In Zen, as in other meditative practices, we train ourselves to do otherwise. By sitting still and following our breath, we also follow the flux of our experience. Almost certainly that experience will include passing thoughts, many of them memories or fragments thereof. Some of those memories may be fond. Others may be wrenching. But whatever they happen to be, we train ourselves to acknowledge them without dwelling on them, or analyzing them, or allowing ourselves to be swept away. In the language of the classic texts, we open ourselves to the “ten thousands joys” and the “ten thousand sorrows.” But even as we contemplate the past, we remain grounded in the present—in our upright, stable posture, our full awareness of breathing. In this way we cultivate an intimate but balanced relationship with what we remember. And over time, this way of relating to the past becomes a way of being, which we carry from the cushion into our everyday lives.

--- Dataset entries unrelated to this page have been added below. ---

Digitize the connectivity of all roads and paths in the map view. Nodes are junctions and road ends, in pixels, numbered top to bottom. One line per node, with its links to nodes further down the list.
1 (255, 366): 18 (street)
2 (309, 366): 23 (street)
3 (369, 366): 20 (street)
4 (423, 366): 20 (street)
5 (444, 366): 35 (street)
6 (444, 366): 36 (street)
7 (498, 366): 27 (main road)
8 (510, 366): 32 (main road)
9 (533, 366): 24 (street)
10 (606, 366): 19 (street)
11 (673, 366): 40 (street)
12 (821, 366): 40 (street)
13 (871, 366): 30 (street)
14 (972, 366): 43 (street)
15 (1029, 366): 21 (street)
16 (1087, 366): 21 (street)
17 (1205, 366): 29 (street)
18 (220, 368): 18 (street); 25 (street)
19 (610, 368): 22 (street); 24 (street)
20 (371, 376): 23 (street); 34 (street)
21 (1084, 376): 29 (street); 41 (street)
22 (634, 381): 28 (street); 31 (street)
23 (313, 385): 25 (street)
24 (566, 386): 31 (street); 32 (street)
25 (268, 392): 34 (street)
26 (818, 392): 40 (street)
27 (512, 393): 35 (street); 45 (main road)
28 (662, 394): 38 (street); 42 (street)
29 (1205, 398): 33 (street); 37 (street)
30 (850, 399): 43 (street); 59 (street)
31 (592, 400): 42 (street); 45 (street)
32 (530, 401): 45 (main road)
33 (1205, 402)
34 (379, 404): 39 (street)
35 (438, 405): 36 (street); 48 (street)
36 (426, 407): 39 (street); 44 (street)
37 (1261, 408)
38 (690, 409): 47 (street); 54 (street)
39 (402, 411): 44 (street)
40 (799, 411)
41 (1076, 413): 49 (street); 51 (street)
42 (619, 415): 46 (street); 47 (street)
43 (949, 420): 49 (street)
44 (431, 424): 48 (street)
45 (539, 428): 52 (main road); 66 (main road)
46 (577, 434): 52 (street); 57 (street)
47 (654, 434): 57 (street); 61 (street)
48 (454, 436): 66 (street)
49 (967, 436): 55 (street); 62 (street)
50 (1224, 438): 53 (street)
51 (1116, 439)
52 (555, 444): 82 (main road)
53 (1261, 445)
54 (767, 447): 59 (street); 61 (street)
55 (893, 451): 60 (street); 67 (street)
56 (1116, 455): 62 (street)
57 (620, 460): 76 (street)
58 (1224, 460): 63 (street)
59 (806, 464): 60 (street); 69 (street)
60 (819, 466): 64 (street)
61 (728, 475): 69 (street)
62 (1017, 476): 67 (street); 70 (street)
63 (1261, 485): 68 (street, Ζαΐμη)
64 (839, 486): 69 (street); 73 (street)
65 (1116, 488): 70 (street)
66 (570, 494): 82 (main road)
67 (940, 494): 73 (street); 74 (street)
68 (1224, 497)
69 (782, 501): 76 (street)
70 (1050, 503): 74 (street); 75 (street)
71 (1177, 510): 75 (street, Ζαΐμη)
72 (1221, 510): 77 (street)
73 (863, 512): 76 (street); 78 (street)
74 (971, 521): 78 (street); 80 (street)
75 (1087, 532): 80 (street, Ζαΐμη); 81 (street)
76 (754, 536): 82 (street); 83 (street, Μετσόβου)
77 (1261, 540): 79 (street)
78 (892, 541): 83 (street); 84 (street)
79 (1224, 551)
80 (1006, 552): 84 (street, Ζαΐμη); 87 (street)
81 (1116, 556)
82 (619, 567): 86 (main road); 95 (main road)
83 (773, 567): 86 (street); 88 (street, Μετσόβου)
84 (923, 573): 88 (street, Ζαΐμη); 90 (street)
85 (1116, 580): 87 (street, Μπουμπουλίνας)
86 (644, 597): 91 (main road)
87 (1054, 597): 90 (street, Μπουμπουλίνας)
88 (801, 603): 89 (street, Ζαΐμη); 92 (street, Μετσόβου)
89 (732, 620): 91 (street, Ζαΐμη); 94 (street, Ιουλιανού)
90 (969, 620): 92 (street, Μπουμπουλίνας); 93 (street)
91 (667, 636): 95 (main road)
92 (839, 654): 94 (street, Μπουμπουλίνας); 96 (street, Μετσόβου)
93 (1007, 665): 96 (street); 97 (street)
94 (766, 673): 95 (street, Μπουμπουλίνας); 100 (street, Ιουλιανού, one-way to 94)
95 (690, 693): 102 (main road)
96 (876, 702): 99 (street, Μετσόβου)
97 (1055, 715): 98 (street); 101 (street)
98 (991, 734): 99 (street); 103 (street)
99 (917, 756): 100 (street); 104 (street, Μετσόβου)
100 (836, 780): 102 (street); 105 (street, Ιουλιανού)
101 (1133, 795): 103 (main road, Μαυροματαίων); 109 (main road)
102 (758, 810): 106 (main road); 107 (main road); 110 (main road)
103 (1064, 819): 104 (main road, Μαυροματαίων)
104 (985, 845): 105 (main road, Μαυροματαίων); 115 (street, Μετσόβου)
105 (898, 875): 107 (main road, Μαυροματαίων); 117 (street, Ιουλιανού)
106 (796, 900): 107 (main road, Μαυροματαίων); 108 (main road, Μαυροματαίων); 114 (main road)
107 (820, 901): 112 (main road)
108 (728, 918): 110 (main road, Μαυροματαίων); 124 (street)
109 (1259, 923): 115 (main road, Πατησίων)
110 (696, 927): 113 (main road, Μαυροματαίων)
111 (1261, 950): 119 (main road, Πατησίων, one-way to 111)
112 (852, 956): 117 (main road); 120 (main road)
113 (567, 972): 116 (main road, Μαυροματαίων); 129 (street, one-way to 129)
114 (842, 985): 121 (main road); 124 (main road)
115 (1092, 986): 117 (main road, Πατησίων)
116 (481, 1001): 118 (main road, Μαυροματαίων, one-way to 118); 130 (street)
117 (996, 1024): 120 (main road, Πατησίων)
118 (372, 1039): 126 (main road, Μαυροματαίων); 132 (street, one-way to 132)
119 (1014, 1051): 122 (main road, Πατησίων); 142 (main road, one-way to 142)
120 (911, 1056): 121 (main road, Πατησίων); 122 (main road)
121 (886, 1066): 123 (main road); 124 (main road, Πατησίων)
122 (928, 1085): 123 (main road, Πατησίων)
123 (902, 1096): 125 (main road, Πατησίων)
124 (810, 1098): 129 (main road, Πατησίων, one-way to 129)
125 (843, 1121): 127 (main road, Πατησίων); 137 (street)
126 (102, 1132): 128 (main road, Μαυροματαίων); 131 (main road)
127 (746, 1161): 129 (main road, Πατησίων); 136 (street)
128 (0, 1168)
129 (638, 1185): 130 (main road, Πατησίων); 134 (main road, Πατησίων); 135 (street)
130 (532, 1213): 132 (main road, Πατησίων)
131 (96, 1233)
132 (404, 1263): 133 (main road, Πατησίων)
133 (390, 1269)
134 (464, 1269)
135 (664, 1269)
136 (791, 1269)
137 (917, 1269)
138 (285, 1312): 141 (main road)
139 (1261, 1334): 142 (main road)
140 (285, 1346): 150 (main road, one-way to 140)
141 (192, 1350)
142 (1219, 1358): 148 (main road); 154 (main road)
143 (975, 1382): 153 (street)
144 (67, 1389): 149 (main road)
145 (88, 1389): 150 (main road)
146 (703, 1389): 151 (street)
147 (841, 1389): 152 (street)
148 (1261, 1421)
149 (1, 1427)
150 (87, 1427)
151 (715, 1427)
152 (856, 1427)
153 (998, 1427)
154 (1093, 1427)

So it was with the poet and Zen practitioner Matsuo Basho (1644-1694), who visited Kyoto, the former capital and cultural center of Japan, in 1690. Mindful of the city’s illustrious past, he wrote one of his most celebrated haiku:
Even in Kyoto
how I long for old Kyoto
when the cuckoo sings***
In this poignant haiku, Basho records a moment of awakening, prompted by the cuckoo’s two-note call. Acutely aware of what is present, Basho is also aware of his longing for what is not. What is present is the Kyoto of 1690; what is absent is the storied, glorious city of earlier centuries. Bringing contemplative awareness to bear upon his present state of mind, Basho acknowledges the arising of a universal human feeling. Bringing contemplative memory to bear upon an image from the past, he evokes the transitory nature of all conditioned things.
*Sven Birkerts, The Other Walk: Essays (Graywolf, 2011), 114-115.
**Henri Bergson, Matter and Memory (Zone Books, 1988), Kindle edition, 201.
*** Matsuo Basho, Narrow Road to the Interior and Other Writings, edited and translated by Sam Hamill (Shambhala, 1998), 155. Kyo nite mo / Kyo natsukashi ya / hototogisu.